Copy out, from the data below, each line in which the word "controls" occurs.
BEGIN
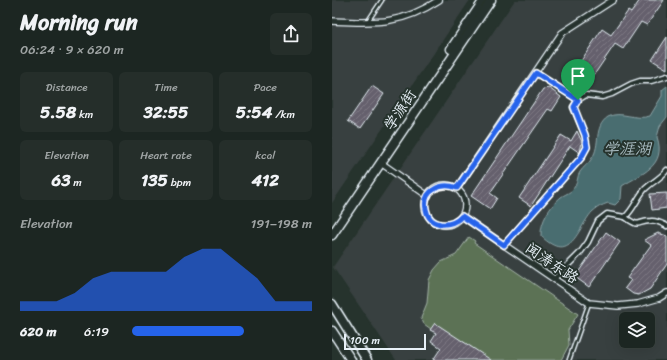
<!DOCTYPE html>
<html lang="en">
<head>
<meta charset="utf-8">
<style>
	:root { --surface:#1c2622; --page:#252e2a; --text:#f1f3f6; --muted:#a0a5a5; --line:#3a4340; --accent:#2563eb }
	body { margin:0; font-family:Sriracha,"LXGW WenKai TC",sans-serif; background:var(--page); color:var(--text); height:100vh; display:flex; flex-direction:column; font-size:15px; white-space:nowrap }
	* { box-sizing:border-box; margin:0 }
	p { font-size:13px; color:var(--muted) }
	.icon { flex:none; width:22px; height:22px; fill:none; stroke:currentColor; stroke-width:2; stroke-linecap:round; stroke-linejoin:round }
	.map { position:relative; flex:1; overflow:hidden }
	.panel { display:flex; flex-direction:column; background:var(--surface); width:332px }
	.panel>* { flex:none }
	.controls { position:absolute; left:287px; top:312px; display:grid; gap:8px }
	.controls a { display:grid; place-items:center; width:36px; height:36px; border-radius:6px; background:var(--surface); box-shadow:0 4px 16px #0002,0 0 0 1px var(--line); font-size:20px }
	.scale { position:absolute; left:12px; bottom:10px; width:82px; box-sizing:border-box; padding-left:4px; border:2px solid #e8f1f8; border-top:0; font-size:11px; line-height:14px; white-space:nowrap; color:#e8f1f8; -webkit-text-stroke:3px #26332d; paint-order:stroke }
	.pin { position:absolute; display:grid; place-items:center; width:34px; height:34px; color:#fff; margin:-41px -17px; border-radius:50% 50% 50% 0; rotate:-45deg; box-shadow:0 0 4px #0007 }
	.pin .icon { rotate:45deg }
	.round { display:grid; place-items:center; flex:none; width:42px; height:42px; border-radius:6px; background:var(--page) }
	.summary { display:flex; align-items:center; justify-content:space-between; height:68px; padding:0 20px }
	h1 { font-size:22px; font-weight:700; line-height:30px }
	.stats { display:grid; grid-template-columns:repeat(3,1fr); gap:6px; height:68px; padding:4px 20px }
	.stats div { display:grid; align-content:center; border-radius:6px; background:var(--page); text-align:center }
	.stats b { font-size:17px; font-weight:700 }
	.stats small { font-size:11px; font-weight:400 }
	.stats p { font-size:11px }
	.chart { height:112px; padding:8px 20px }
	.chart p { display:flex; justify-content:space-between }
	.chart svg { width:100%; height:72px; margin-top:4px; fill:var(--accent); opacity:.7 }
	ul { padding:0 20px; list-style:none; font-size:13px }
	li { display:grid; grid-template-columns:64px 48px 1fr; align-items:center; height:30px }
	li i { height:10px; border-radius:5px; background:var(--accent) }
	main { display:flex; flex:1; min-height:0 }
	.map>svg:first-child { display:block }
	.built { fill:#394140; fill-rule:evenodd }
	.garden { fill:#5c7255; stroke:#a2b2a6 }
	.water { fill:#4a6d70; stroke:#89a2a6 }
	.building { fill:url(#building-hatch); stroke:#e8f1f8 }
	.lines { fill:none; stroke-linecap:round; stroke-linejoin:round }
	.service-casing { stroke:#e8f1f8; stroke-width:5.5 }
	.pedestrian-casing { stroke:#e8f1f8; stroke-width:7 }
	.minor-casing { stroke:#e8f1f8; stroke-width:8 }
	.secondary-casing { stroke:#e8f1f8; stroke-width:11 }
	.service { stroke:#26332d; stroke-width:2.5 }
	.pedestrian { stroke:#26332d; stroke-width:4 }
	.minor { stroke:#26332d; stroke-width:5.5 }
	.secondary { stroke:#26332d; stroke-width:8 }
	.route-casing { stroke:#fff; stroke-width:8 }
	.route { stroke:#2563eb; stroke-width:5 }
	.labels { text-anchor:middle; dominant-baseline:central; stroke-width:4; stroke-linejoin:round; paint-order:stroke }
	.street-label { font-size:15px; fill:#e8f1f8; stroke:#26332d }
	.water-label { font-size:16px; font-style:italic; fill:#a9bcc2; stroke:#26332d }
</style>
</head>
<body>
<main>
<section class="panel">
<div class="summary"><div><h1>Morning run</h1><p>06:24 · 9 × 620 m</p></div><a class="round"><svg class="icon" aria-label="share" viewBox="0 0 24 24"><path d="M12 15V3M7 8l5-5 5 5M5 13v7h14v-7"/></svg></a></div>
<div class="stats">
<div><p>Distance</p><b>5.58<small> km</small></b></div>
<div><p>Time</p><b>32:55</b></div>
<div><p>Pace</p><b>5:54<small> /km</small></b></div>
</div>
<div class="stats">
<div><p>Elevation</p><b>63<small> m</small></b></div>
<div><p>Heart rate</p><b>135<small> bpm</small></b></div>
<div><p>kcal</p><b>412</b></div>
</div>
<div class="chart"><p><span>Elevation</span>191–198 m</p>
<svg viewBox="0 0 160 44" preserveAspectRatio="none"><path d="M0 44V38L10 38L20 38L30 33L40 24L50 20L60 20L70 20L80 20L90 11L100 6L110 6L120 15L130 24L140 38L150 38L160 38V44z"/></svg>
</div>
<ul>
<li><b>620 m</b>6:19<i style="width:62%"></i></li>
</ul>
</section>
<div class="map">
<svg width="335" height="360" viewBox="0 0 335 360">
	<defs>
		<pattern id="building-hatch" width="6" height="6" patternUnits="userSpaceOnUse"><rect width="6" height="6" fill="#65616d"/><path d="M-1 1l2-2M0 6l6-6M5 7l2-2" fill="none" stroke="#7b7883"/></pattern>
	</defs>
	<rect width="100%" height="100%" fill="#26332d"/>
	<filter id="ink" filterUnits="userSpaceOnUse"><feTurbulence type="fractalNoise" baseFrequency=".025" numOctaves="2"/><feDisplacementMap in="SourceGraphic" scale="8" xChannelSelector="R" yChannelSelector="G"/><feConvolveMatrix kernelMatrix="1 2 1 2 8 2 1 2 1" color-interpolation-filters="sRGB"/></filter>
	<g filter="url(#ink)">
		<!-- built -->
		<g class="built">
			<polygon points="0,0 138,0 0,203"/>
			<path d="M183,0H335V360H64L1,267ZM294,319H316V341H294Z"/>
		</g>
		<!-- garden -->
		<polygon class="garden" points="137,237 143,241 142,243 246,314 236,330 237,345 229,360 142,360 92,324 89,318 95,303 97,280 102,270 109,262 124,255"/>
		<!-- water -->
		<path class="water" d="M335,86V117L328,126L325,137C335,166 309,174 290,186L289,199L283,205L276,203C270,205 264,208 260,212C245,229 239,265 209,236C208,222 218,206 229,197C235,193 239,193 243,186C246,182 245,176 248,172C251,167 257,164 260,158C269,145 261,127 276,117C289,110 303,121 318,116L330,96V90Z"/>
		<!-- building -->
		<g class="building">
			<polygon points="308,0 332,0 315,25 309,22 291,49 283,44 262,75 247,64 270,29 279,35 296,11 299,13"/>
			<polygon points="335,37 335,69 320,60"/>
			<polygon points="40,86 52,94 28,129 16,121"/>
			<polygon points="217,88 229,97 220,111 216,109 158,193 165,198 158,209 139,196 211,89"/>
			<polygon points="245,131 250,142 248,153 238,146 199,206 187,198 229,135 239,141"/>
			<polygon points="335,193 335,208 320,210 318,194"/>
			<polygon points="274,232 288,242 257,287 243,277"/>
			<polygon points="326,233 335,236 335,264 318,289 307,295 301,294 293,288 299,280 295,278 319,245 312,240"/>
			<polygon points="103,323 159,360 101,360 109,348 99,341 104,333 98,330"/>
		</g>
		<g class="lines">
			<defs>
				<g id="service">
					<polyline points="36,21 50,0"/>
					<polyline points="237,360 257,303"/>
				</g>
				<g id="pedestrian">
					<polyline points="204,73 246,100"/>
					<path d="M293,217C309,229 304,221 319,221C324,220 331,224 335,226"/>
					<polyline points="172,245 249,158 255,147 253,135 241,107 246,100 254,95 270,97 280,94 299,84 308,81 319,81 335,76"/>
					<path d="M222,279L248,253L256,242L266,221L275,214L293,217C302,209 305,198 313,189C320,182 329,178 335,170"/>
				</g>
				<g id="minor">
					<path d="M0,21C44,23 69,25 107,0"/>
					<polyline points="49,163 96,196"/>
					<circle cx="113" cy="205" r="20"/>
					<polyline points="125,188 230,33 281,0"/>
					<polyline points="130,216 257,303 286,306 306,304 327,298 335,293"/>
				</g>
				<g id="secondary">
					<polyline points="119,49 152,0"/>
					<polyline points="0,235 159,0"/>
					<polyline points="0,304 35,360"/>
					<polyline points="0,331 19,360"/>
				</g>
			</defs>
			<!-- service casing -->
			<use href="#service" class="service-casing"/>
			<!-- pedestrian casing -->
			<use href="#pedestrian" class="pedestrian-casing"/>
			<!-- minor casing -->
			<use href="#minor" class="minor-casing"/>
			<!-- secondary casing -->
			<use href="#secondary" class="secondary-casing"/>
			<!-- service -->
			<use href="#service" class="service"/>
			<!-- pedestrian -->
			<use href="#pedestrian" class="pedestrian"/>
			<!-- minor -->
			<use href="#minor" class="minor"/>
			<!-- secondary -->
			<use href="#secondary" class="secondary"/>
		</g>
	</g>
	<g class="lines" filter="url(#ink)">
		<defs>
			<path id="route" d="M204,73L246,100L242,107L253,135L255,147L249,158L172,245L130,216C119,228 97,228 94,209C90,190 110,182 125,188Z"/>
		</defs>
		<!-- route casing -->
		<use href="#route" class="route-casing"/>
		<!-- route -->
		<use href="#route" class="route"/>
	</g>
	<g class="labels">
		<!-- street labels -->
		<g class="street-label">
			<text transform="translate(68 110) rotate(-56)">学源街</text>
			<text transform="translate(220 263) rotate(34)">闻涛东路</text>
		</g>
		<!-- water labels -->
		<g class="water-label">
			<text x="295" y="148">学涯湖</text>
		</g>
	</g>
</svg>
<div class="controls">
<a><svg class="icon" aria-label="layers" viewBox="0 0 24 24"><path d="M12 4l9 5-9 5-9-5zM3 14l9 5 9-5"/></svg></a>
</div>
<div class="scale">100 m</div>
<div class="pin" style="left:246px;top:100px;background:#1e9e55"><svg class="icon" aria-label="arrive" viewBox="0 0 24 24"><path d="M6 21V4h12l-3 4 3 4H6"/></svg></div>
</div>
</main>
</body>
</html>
END
§ RESPONSE FOR THIS EXERCISE:
	.controls { position:absolute; left:287px; top:312px; display:grid; gap:8px }
	.controls a { display:grid; place-items:center; width:36px; height:36px; border-radius:6px; background:var(--surface); box-shadow:0 4px 16px #0002,0 0 0 1px var(--line); font-size:20px }
<div class="controls">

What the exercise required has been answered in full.